(Collected data)

____________

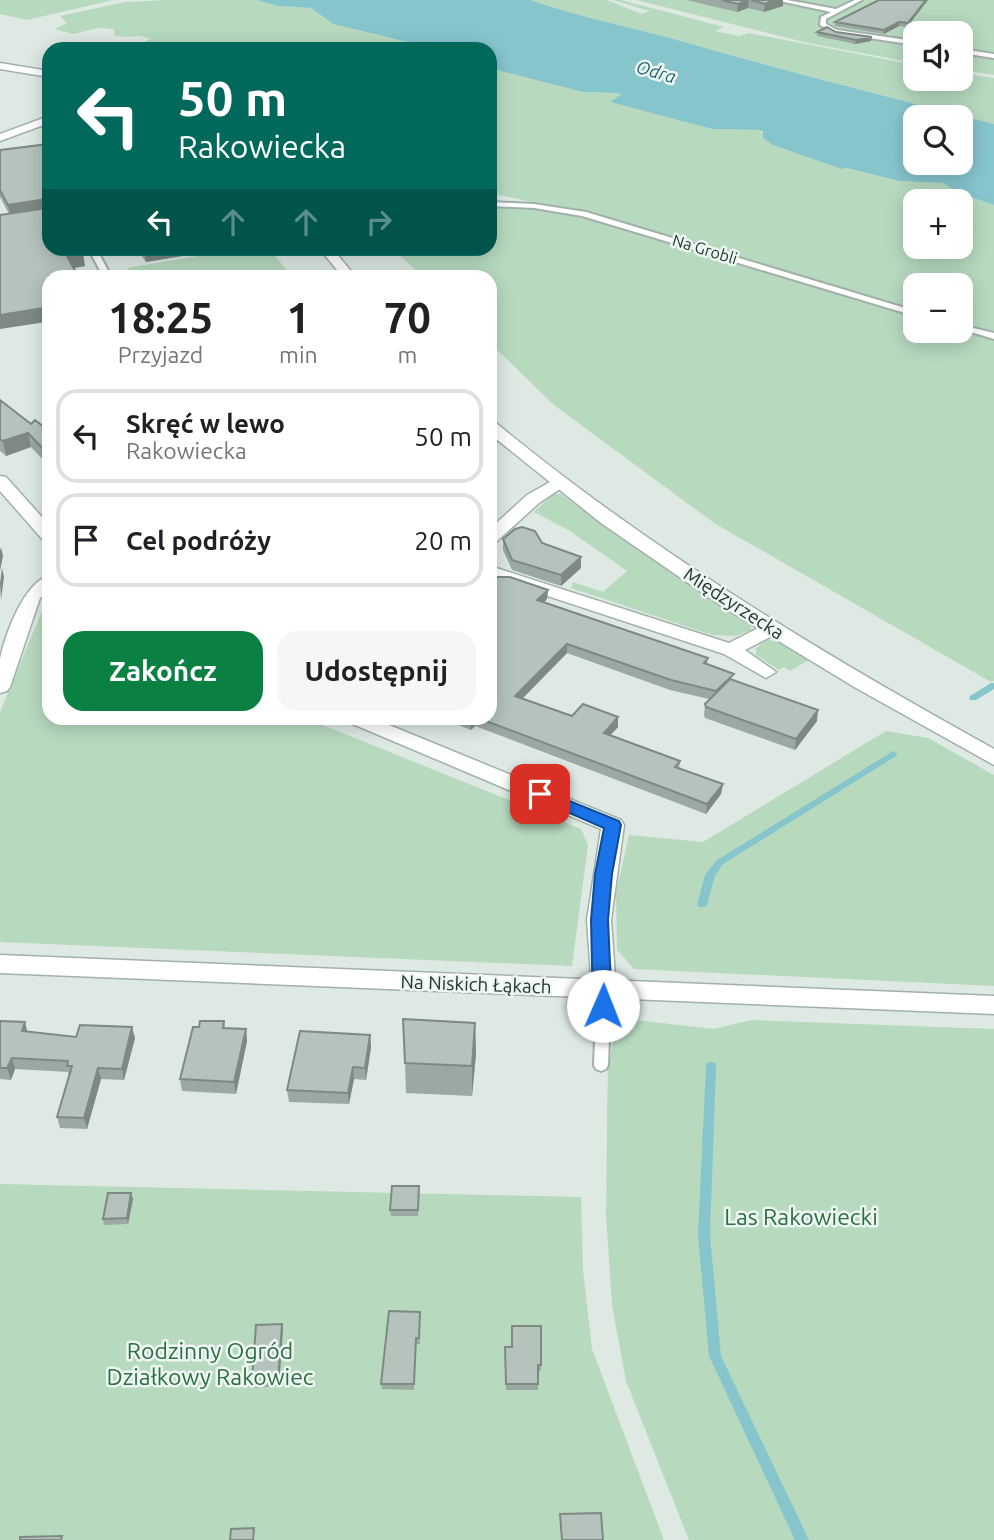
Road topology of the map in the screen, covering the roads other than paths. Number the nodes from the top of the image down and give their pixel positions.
1 (776, 0) edge
2 (859, 0) edge
3 (836, 11) junction
4 (903, 41) edge
5 (973, 53) edge
6 (994, 56) edge
7 (0, 66) edge
8 (42, 73) edge
9 (42, 122) edge
10 (0, 138) edge
11 (497, 204) edge
12 (332, 256) edge
13 (344, 270) edge
14 (903, 310) edge
15 (973, 330) edge
16 (994, 336) edge
17 (497, 432) edge
18 (0, 481) edge
19 (557, 483) junction
20 (42, 528) edge
21 (497, 532) edge
22 (497, 572) edge
23 (42, 588) edge
24 (773, 628) junction
25 (731, 650) junction
26 (766, 672) dead end
27 (0, 687) edge
28 (372, 725) edge
29 (994, 758) edge
30 (0, 964) edge
31 (604, 990) junction
32 (994, 1005) edge
33 (601, 1065) dead end

1 - 3 lane
2 - 3 lane
3 - 4 lane
5 - 6 lane
7 - 8 street
9 - 10 street
11 - 14 lane, Na Grobli
12 - 13 street
15 - 16 lane
17 - 19 street, Międzyrzecka
18 - 20 street
19 - 21 street
19 - 24 street, Międzyrzecka
22 - 25 street
23 - 27 street
24 - 25 street
24 - 29 street, Międzyrzecka
25 - 26 street
28 - 31 street
30 - 31 street, Na Niskich Łąkach
31 - 32 street, Na Niskich Łąkach
31 - 33 lane

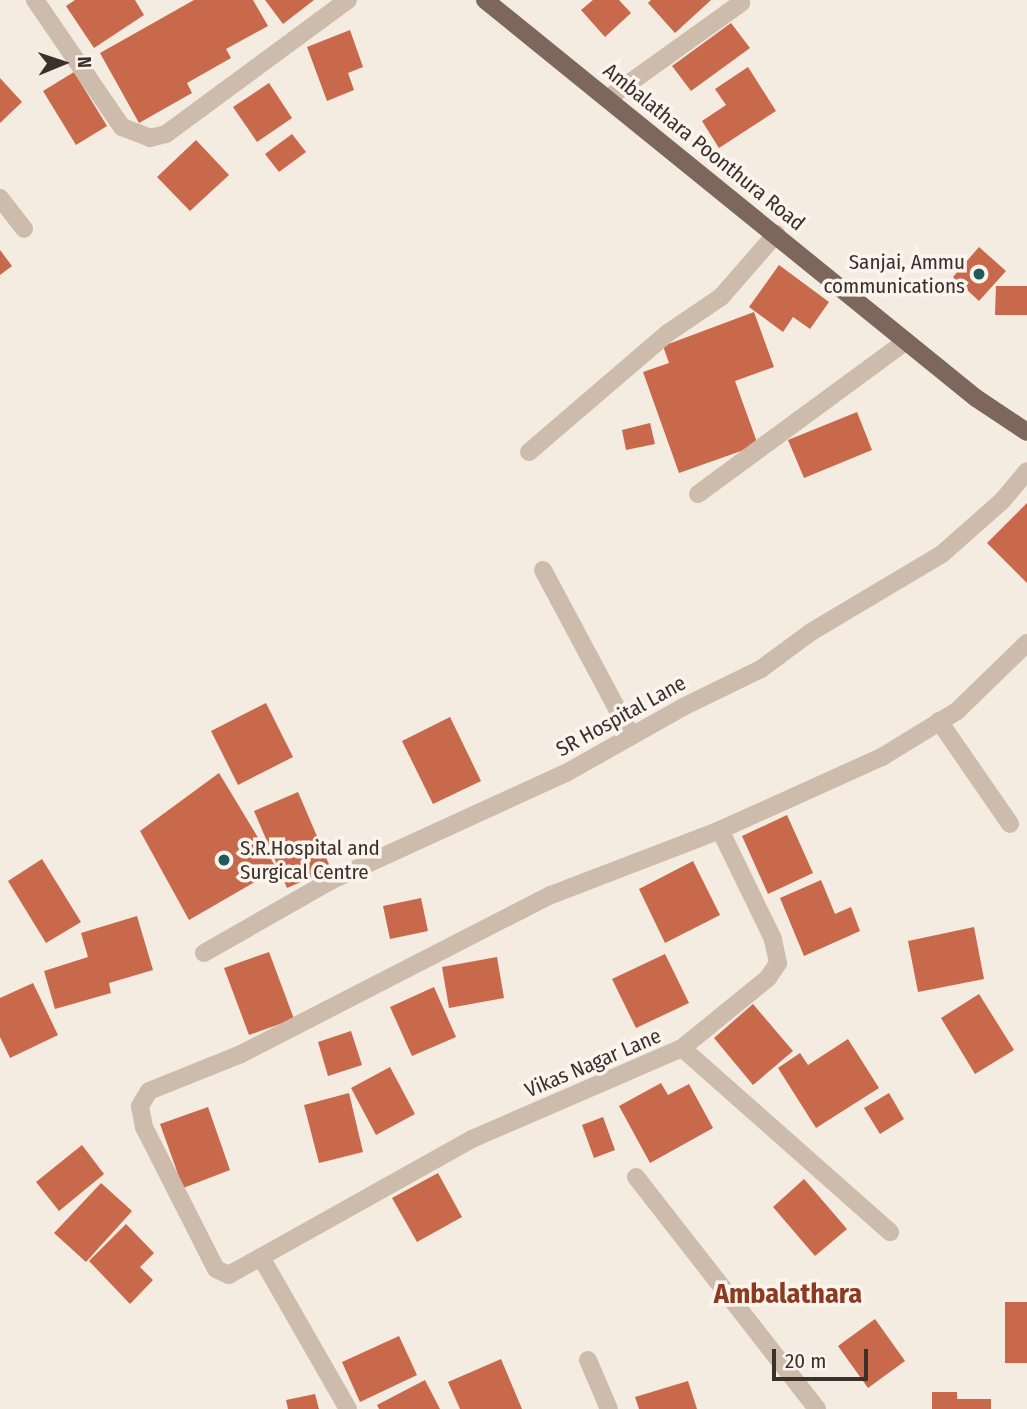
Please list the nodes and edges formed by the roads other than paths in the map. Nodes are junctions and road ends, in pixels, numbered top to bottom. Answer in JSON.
{"nodes":[{"id":1,"x":35,"y":0,"type":"edge"},
{"id":2,"x":348,"y":0,"type":"edge"},
{"id":3,"x":493,"y":2,"type":"edge"},
{"id":4,"x":741,"y":3,"type":"dead end"},
{"id":5,"x":607,"y":99,"type":"junction"},
{"id":6,"x":0,"y":198,"type":"edge"},
{"id":7,"x":24,"y":229,"type":"dead end"},
{"id":8,"x":776,"y":234,"type":"junction"},
{"id":9,"x":906,"y":341,"type":"junction"},
{"id":10,"x":1027,"y":432,"type":"edge"},
{"id":11,"x":529,"y":452,"type":"dead end"},
{"id":12,"x":1027,"y":471,"type":"edge"},
{"id":13,"x":698,"y":494,"type":"dead end"},
{"id":14,"x":543,"y":570,"type":"dead end"},
{"id":15,"x":1027,"y":643,"type":"edge"},
{"id":16,"x":939,"y":722,"type":"junction"},
{"id":17,"x":631,"y":735,"type":"junction"},
{"id":18,"x":1010,"y":824,"type":"dead end"},
{"id":19,"x":720,"y":830,"type":"junction"},
{"id":20,"x":204,"y":953,"type":"dead end"},
{"id":21,"x":682,"y":1048,"type":"junction"},
{"id":22,"x":636,"y":1177,"type":"dead end"},
{"id":23,"x":890,"y":1232,"type":"dead end"},
{"id":24,"x":261,"y":1256,"type":"junction"},
{"id":25,"x":588,"y":1360,"type":"dead end"},
{"id":26,"x":348,"y":1409,"type":"edge"},
{"id":27,"x":609,"y":1409,"type":"edge"},
{"id":28,"x":817,"y":1409,"type":"edge"}],
"edges":[{"from":1,"to":2,"type":"street"},
{"from":3,"to":5,"type":"main road","name":"Ambalathara Poonthura Road"},
{"from":4,"to":5,"type":"street"},
{"from":5,"to":8,"type":"main road","name":"Ambalathara Poonthura Road"},
{"from":6,"to":7,"type":"street"},
{"from":8,"to":9,"type":"main road","name":"Ambalathara Poonthura Road"},
{"from":8,"to":11,"type":"street"},
{"from":9,"to":10,"type":"main road","name":"Ambalathara Poonthura Road"},
{"from":9,"to":13,"type":"street"},
{"from":12,"to":17,"type":"street","name":"SR Hospital Lane"},
{"from":14,"to":17,"type":"street"},
{"from":15,"to":16,"type":"street"},
{"from":16,"to":18,"type":"street"},
{"from":16,"to":19,"type":"street"},
{"from":17,"to":20,"type":"street","name":"SR Hospital Lane"},
{"from":19,"to":21,"type":"street","name":"Vikas Nagar Lane"},
{"from":19,"to":24,"type":"street","name":"Vikas Nagar Lane"},
{"from":21,"to":23,"type":"street"},
{"from":21,"to":24,"type":"street","name":"Vikas Nagar Lane"},
{"from":22,"to":28,"type":"street"},
{"from":24,"to":26,"type":"street"},
{"from":25,"to":27,"type":"street"}]}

____________

## YOUR TASK
Reproduce each line of the data containing the word "name".

## EXERCISE ANSWER
{"from":3,"to":5,"type":"main road","name":"Ambalathara Poonthura Road"},
{"from":5,"to":8,"type":"main road","name":"Ambalathara Poonthura Road"},
{"from":8,"to":9,"type":"main road","name":"Ambalathara Poonthura Road"},
{"from":9,"to":10,"type":"main road","name":"Ambalathara Poonthura Road"},
{"from":12,"to":17,"type":"street","name":"SR Hospital Lane"},
{"from":17,"to":20,"type":"street","name":"SR Hospital Lane"},
{"from":19,"to":21,"type":"street","name":"Vikas Nagar Lane"},
{"from":19,"to":24,"type":"street","name":"Vikas Nagar Lane"},
{"from":21,"to":24,"type":"street","name":"Vikas Nagar Lane"},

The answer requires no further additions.